REVIEW: The Reader [2008]

“Only one thing can make a soul complete—and that one thing is love”

What is guilt? I believe this is the central question behind Stephen Daldry’s new film The Reader. Based on the novel by Bernhard Schlink, the story asks its audience what a true monster is. If you are doing your job, afflicted by a handicap that others will use against you, can you be held responsible for your actions if your own demise would be the result of standing against orders? Should you be held to blame for not killing yourself once you found out the bigger picture of that small task you were forced to participate in? If you know a secret, one that could exonerate someone from being found guilty of murder, should you help her even though you know she’s accepted her guilt despite being unable to stop it? What if that person was someone you loved? There is some heavy material thrown about in the second half of this film, emotions run high and people must make decisions concerning some very dire situations. One thing is for sure, though, once that decision is made, no matter which side of the fence you fall on, some shred of guilt, some feeling of remorse, is inevitably going to follow you around for the rest of your life. This is what we call being human, because as Bruno Ganz’s Professor Rohl says, “our justice is governed by laws, not morals.” It doesn’t matter whether something was right or wrong, it’s whether it was legal or illegal. Unfortunately our souls don’t work that way.

As said, these moral quandaries crop up in the brilliantly paced and constructed second half of the film. The power involved in the characters’ actions all weigh heavy on those they touch. Perhaps the weight would not feel as palpable without the events of the first act, but either way, that portion of the film is too light and innocuous. We learn about young Michael Berg’s, (a wonderful turn by David Kross, who is the true star of the film), affair with an older woman named Hanna Schmitz. This woman is very troubled and in a state of constant flux where her emotions are concerned. She loves Berg, but can never quite allow herself to fully commit to that feeling, her past continuously nagging at the back of her head, remembering what it was she used to do with those who read to her.
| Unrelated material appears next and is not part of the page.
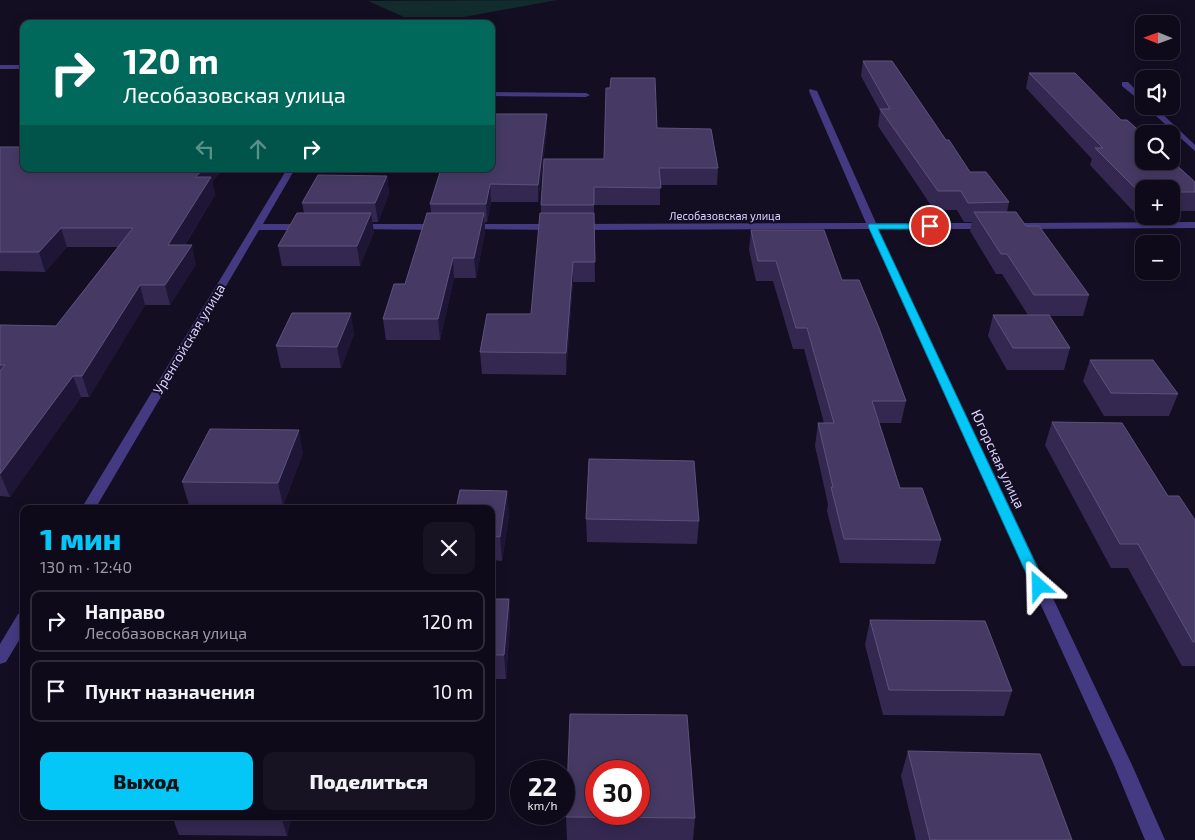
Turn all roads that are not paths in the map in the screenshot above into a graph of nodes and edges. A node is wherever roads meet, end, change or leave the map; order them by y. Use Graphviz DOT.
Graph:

Kate Winslet’s performance as Hanna is quite good, but like the film itself, doesn’t come into its own until the second act, when all the secrets finally become uncovered.
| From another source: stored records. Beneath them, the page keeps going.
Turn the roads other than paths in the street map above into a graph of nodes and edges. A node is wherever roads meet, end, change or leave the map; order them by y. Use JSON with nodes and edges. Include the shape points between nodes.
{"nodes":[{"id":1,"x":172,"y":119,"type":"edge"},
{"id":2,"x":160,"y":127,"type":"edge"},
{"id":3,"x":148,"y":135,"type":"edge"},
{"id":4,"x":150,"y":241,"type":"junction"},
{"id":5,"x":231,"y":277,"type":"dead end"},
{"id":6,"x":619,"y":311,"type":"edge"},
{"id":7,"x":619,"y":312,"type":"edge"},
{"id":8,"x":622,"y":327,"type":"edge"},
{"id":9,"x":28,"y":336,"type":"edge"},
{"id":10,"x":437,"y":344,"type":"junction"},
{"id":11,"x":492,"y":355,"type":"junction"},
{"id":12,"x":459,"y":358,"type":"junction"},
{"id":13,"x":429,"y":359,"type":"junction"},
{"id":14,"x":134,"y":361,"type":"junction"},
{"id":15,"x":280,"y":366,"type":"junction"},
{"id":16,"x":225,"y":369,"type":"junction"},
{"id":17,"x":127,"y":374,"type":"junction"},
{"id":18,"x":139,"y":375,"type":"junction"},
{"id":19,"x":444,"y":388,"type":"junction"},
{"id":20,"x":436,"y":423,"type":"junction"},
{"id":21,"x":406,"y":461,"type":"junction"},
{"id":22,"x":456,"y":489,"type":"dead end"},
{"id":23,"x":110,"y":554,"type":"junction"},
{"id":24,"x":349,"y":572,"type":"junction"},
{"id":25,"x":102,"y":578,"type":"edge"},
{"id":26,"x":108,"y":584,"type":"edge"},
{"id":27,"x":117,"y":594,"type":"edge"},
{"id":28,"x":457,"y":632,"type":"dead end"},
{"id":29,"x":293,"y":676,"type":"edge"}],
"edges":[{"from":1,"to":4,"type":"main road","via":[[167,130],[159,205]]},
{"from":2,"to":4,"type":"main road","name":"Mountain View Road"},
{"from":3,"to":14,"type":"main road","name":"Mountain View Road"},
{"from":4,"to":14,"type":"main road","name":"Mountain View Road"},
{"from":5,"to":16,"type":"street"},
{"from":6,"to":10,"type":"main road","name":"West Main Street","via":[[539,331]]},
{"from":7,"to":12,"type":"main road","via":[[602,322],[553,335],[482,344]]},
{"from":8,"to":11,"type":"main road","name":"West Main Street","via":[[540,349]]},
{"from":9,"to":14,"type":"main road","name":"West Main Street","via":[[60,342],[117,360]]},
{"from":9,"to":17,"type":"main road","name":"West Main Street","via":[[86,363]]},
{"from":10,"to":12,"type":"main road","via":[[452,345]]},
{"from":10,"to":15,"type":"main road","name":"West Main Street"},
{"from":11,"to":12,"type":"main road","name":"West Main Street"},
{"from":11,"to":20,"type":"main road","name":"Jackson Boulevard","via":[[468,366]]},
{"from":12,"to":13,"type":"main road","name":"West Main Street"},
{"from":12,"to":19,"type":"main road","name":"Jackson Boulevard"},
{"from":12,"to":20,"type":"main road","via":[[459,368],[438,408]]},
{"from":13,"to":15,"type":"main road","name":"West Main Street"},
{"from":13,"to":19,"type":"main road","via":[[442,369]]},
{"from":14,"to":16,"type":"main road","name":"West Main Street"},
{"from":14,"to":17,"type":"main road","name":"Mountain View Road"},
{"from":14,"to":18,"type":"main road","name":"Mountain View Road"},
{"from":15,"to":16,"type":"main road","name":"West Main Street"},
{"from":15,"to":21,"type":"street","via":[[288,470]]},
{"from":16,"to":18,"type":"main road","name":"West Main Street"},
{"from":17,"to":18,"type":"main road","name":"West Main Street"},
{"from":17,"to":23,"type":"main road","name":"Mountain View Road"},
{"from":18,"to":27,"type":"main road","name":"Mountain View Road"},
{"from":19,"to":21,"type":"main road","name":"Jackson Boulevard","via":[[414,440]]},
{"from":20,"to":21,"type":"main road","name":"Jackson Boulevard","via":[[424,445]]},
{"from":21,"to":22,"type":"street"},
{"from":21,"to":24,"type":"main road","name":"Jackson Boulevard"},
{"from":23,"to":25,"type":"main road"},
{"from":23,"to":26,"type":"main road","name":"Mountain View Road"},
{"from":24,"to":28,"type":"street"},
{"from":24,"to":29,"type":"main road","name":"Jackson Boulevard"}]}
It is a good beginning, the unabashed love of a young 15 year old and his first sexual partner. He becomes her orator of stories and partner in romance, but they both know it could never last. School would be commencing and Berg would see the young girls his age, ever comparing them to Hanna, and her manifesting his feelings with her own jealousy, knowing that she must let him go … this time sending herself away rather than those she “befriended” of her past, those she sent off to whatever fate awaited them. Whether this violation became so deeply rooted in the boy, I’m not sure, but when he goes off to law school and crosses paths with his first love again, this time as she awaits charges of Nazi war crimes, he is torn on what is morally correct. It becomes his obligation to let the truth come out, despite the activities she partook in during the Holocaust. According to the law, he must divulge the information for justice, but his moral compass may not be able to do so.
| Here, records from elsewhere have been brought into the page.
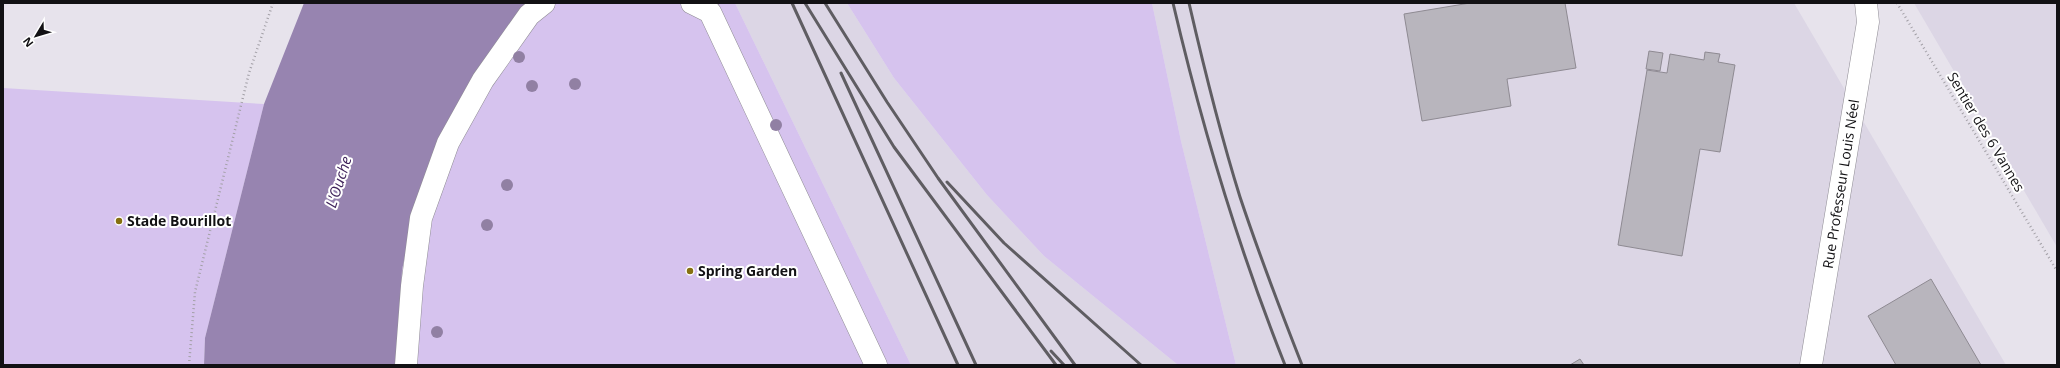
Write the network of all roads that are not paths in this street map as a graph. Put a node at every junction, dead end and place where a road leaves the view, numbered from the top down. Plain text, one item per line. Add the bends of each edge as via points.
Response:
1 (544, 3) edge
2 (692, 3) edge
3 (1866, 3) edge
4 (406, 365) edge
5 (876, 365) edge
6 (1811, 365) edge

1 - 4 street via 529,16 483,80 448,143 421,218 412,286
2 - 5 street via 710,12
3 - 6 street, Rue Professeur Louis Néel via 1868,22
The story truly is wonderfully acted and directed, pulling at the audience’s emotions and engaging them throughout. However, while the second half is the most intriguing and resonant, it also contains the one activity that I found abhorrent. Now older, Michael Berg is played by Ralph Fiennes, a lawyer, recently divorced and with a daughter. His journey back home, to his mother that has all but given up on him as a distant figure unable to open up to those that love him, becomes one of returning memories. Discovering the books he once read to Hanna almost two decades earlier, the guilt of what he didn’t do makes him set upon a mission to right that wrong. But the way in which he does so is really quite wrong to me. He seems to condemn her for what she did still and only creates cassettes of stories to send her to assuage his own selfish need for forgiveness. He never appears to care about her, because if he did, he would have made different choices in that courtroom years before. Berg shows the selfishness that followed him the entire story and really got me thinking that maybe he was a worse human being than Hanna. It’s an interesting dynamic to be sure, one that subverts the somewhat “touching” conclusion the filmmakers seem to want to attempt.

The Reader is an interesting look at German guilt and the people’s need to place blame on others for the Holocaust in order to somehow absolve their own indifference of doing nothing when they themselves knew what was going on. One of Berg’s classmates gets the whole issue correct in a little tirade about the absurdity of the trial. Here they all were, guilty themselves of knowing what went on in the thousands of camps, yet putting on trial only six women because a survivor, (interesting to see Lena Olin play a mother and daughter—the beauty of a film spanning decades), wrote a book fingering them. Just as Germany needed to place blame, so did Michael Berg. Rather than put it on his own shoulders though, like Hanna eventually selflessly does, he decides to side with the masses, sitting back silently and then trying in earnest to deal with his eventual guilt, not to apologize to the person he let down, but to somehow forgive himself. It is quite the despicable act and I’m not sure if that was the filmmakers’ intent, however, that is the lasting impression it left on me.

The Reader 7/10 | ★ ★ ★

photography:
[1] Kate Winslet and David Kross star in Stephen Daldry’s The Reader. Photo by: Melinda Sue Gordon © 2008 The Weinstein Co.
[2] Ralph Fiennes is Michael Berg in Stephen Daldry’s The Reader. Photo by: Melinda Sue Gordon © 2008 The Weinstein Co.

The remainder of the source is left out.